Paula T. une femme allemande, Christoph Hein
Paula T. une femme allemande, trad. allemand Nicole Bary, 487 pages, 12 €
Ecrivain(s): Christoph Hein Edition: Métailié
Le titre du roman de Christoph Hein est éponyme de celui du film de Fassbinder, Lola une femme allemande. Paula Trousseau, c’est son nom, est une femme qui tombe très tôt victime de l’autoritarisme familial, en proie à un père épouvantable, violent qui ne laisse guère la voix au chapitre dans le cadre étouffant du giron familial. Elle perçoit, très vite, les pires inconvénients du mariage et entrevoit ses conséquences comme un abandon, comme l’entrée dans une prison dont les clés ne se rouvriront pas de sitôt :
« Avec le mariage, j’allais être à nouveau enfermée dans une maison et la seule chose que je serais en droit d’espérer serait le quotidien de la vie conjugale, les enfants, et pour finir la vieillesse et la mort ».
Très rapidement, un impératif s’impose aux yeux de Paula : devenir peintre. Ce projet pour elle, c’est se libérer de Hans, son fiancé, de ses parents, de leur influence, devenir un être autonome. Pour cela, elle passe le concours de l’Ecole des Beaux-arts et s’installe à Berlin, où elle rencontre un monde nouveau, celui des artistes, des élèves de l’Ecole, et qui lui ouvre de nouvelles perspectives. Ainsi éprouve-t-elle la sensation d’être, au moins l’espace de quelques dizaines de minutes, le centre d’intérêt principal ; elle pose nue pour un professeur, Tschäkel, qui lui témoigne des sentiments peu ambigus. Elle rencontre une amie, Sybille, épouse d’un homme en vue, Marco Pariani. Ces fréquentations sont pour Paula Trousseau l’occasion de réfléchir à ses orientations sexuelles et affectives : est-elle homosexuelle ? Sans nier l’attirance qu’elle éprouve pour Sybille et Katharina, une autre amie, sentiments transformés en liaison charnelle avec ces deux femmes, Paula ne bascule pas pour autant vers un choix définitif. Ces mœurs, elle les pratique au nom de la liberté de choisir, au nom de la volonté de s’accomplir. Simone de Beauvoir n’aurait pas renié cette ligne de conduite.

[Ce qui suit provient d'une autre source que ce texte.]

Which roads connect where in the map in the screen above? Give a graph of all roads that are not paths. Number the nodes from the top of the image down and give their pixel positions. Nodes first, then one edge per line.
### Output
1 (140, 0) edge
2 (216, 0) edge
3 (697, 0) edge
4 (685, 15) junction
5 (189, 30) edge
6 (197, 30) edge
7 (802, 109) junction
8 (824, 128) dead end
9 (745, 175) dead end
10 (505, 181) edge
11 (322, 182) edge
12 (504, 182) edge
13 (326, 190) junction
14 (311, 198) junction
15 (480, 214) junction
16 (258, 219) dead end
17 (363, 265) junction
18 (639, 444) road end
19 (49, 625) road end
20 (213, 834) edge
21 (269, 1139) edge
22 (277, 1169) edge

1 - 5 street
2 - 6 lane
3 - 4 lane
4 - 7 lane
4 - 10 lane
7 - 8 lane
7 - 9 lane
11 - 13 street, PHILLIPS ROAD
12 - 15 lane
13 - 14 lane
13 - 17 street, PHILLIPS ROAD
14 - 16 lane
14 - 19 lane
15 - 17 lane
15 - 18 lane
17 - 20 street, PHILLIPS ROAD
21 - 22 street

C’est toujours ce désir d’émancipation qui entraîne Paula vers une relation amoureuse avec Wadlschmidt, un des professeurs de l’Ecole, beaucoup plus âgé qu’elle mais qui lui donne l’occasion de s’affirmer comme femme et comme artiste :
« Waldschmidt était ravi lorsque je me défendais, lorsque je faisais preuve d’assurance. Il aimait les femmes fortes, cela me plaisait (…) Mon père et Hans voulaient toujours être les maîtres auxquels je devais me soumettre. Waldschmidt était le premier homme avec lequel je me sentais bien, c’était un partenaire, si bien que je croyais pouvoir l’aimer ».
Paula Trousseau, femme allemande, est bientôt en butte à l’orthodoxie du régime de la RDA, tenant du réalisme socialiste. Elle persévère, renonce aussi à la maternité en laissant la garde de sa fille à Hans, resté à Leipzig, mais finit, au prix fort, par atteindre son idéal de jeunesse : la libre disposition de son destin et de son corps. Le roman de Christoph Hein, très actuel mais s’inscrivant dans le contexte du milieu artistique est-allemand, se déroule comme une fresque en plusieurs parties qui décrirait la volonté d’émancipation d’une femme : Paula T.